Stacking Velocity

Key Takeaways

• Velocity analysis (semblance analysis) is the standard method for measuring stacking velocities from seismic CMP gathers: the analysis applies NMO correction to each trace in the CMP gather using a systematic grid of trial velocities (typically spanning 1,200 to 6,000 m/s for sedimentary basin exploration targets) and at each trial velocity computes the semblance (a normalized measure of trace-to-trace coherence, ranging from 0 for completely incoherent to 1.0 for perfectly coherent) across all offsets in a short time window sliding downward through the record; the result is displayed as a two-dimensional semblance map with two-way time on the vertical axis and velocity on the horizontal axis, with bright semblance peaks (high coherence) indicating the velocity and time of each significant reflection; the analyst picks the velocity at the semblance peak for each reflection, building a velocity-time function that is interpolated between reflections and applied to the entire seismic line as the stacking velocity; automatic picking of semblance peaks using coherence maximization algorithms is common in 3D seismic processing where manual picking of every CMP location is impractical, but automatic picks require quality control to identify erroneous picks caused by multiples (which produce semblance peaks at lower velocities than primary reflections), cycle-skipping (picking the semblance peak on the wrong cycle of a strong reflector), or noise-driven false peaks in poor-data areas.

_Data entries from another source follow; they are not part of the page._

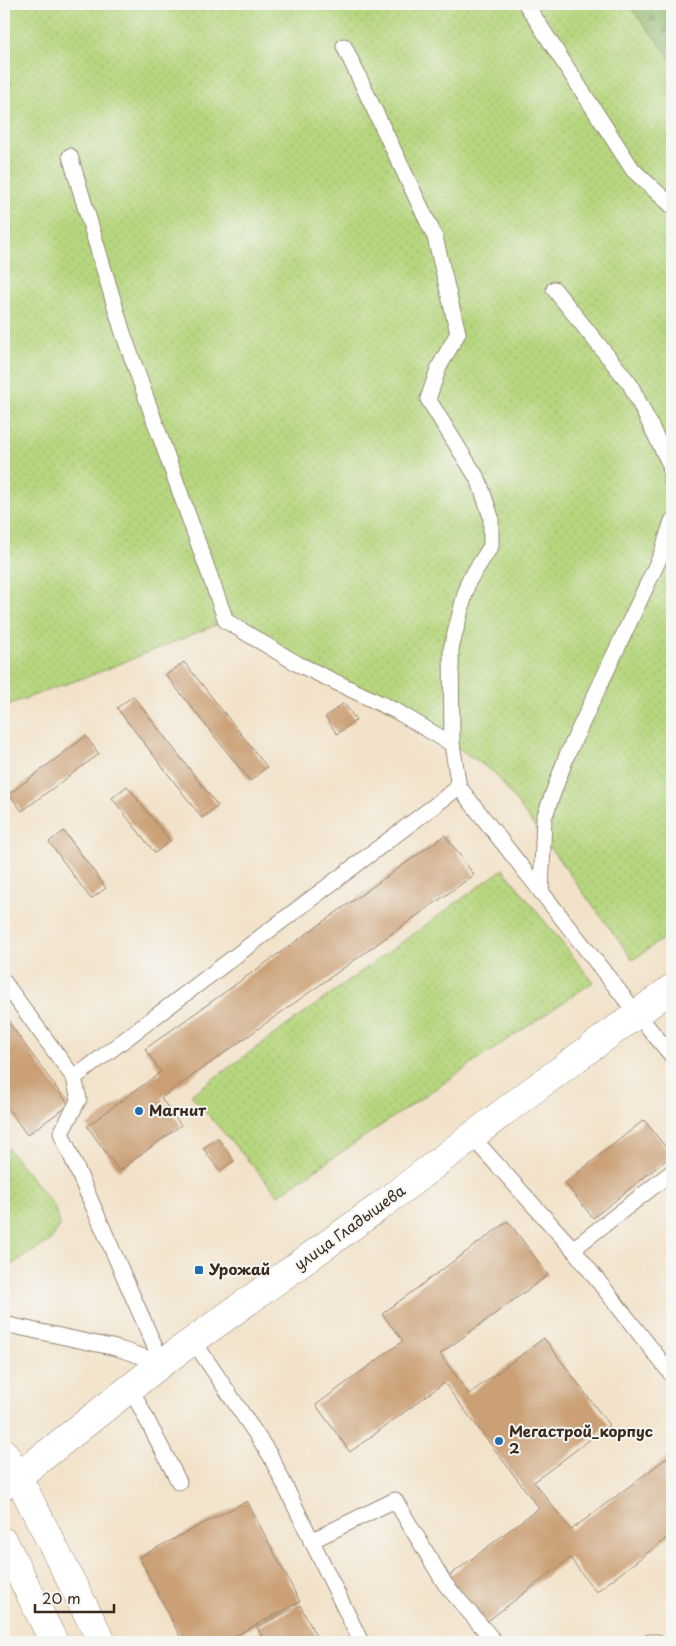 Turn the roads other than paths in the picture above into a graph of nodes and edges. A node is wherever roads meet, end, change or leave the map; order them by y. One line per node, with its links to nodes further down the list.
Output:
1 (526, 4): 4 (lane)
2 (344, 46): 8 (lane)
3 (70, 156): 8 (lane)
4 (672, 206)
5 (554, 289): 6 (lane)
6 (672, 482)
7 (672, 521): 10 (lane)
8 (452, 744): 9 (lane)
9 (459, 787): 10 (lane); 15 (lane)
10 (541, 892): 13 (lane)
11 (4, 982): 15 (lane)
12 (672, 988): 13 (main road, улица Гладышева)
13 (637, 1014): 14 (lane); 16 (main road, улица Гладышева)
14 (672, 1056)
15 (74, 1078): 21 (lane)
16 (472, 1137): 18 (lane); 20 (main road, улица Гладышева)
17 (672, 1172): 18 (lane)
18 (573, 1249): 22 (lane)
19 (4, 1324): 21 (lane)
20 (193, 1340): 21 (main road, улица Гладышева); 27 (lane)
21 (162, 1363): 23 (main road, улица Гладышева)
22 (672, 1375)
23 (130, 1387): 25 (main road, улица Гладышева); 26 (lane)
24 (4, 1453): 25 (main road)
25 (11, 1481): 30 (main road)
26 (178, 1482)
27 (311, 1540): 31 (lane); 32 (lane)
28 (4, 1542): 29 (main road)
29 (54, 1642)
30 (102, 1642)
31 (361, 1642)
32 (495, 1642)
33 (650, 1642): 34 (lane)
34 (657, 1642)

• The Dix equation converts stacking velocities (measured from seismic data) to interval velocities (the actual velocity within each layer), enabling depth conversion and geological interpretation of the velocity field: the Dix equation states that the interval velocity in a layer between two reflectors is equal to the square root of [(Vstk2^2 * T2 - Vstk1^2 * T1) / (T2 - T1)], where Vstk1 and Vstk2 are the stacking velocities at the top and bottom of the layer and T1 and T2 are the corresponding two-way times; the interval velocity derived from the Dix equation is the RMS average velocity within the layer, and in thick homogeneous layers it approximates the true average acoustic velocity measurable from sonic logs; errors in the stacking velocity measurements propagate into errors in the Dix interval velocities, and the errors amplify for thin layers (where the difference T2 - T1 is small and noise in Vstk1 and Vstk2 dominates the numerator); in practice, stacking velocity derived interval velocities are calibrated against sonic log measurements at wells to identify systematic biases (caused by anisotropy, multiples contaminating the velocity picks, or NMO stretch effects at large offsets) before they are used for depth conversion or pore pressure prediction.
• Pore pressure prediction from seismic stacking velocities uses the empirical relationship between acoustic velocity and effective stress (the difference between overburden stress and pore pressure) to identify overpressured formations before drilling: in normally pressured formations, compaction causes velocity to increase monotonically with depth as porosity decreases; in overpressured formations (where high pore pressure has retarded compaction), velocity is anomalously low for the burial depth, appearing as a velocity anomaly in the stacking velocity field that can be quantified using the Eaton equation (which relates the ratio of observed velocity to normal-compaction trend velocity to the effective stress ratio and hence to the pore pressure gradient); stacking velocity derived pore pressure prediction is a key input to pre-drill well planning for deepwater wells where overpressure is common, guiding the selection of mud weight, casing design, and blowout preventer ratings; the accuracy of the pore pressure prediction depends on the stacking velocity accuracy, which in turn depends on the velocity analysis quality (fold, offset range, frequency content of the data), the calibration of the Eaton equation constants (which vary between basins and must be established from offset wells with measured pore pressures), and the correction of stacking velocities for anisotropy and lateral velocity variation that would otherwise introduce systematic errors into the pore pressure estimate.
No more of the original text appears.